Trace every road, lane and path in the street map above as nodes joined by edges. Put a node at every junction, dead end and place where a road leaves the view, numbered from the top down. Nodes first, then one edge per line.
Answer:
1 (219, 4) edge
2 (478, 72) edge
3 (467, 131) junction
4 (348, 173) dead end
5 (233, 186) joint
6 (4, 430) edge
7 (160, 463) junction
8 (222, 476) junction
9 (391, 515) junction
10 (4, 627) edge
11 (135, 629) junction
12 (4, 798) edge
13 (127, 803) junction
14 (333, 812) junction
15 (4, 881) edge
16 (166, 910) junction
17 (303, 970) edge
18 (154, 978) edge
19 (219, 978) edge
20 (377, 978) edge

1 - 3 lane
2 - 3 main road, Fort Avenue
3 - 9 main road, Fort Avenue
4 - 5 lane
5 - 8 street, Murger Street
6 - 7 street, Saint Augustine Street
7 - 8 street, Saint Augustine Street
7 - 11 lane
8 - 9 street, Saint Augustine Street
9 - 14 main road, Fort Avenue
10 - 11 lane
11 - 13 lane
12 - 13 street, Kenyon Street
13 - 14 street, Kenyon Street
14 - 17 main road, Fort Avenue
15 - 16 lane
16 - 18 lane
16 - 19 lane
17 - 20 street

_DESCRIPTION OF THE TASK_
Write out the listing above, keeping every word exactly.

_ANSWER AREA_
Trace every road, lane and path in the street map above as nodes joined by edges. Put a node at every junction, dead end and place where a road leaves the view, numbered from the top down. Nodes first, then one edge per line.
Answer:
1 (219, 4) edge
2 (478, 72) edge
3 (467, 131) junction
4 (348, 173) dead end
5 (233, 186) joint
6 (4, 430) edge
7 (160, 463) junction
8 (222, 476) junction
9 (391, 515) junction
10 (4, 627) edge
11 (135, 629) junction
12 (4, 798) edge
13 (127, 803) junction
14 (333, 812) junction
15 (4, 881) edge
16 (166, 910) junction
17 (303, 970) edge
18 (154, 978) edge
19 (219, 978) edge
20 (377, 978) edge

1 - 3 lane
2 - 3 main road, Fort Avenue
3 - 9 main road, Fort Avenue
4 - 5 lane
5 - 8 street, Murger Street
6 - 7 street, Saint Augustine Street
7 - 8 street, Saint Augustine Street
7 - 11 lane
8 - 9 street, Saint Augustine Street
9 - 14 main road, Fort Avenue
10 - 11 lane
11 - 13 lane
12 - 13 street, Kenyon Street
13 - 14 street, Kenyon Street
14 - 17 main road, Fort Avenue
15 - 16 lane
16 - 18 lane
16 - 19 lane
17 - 20 street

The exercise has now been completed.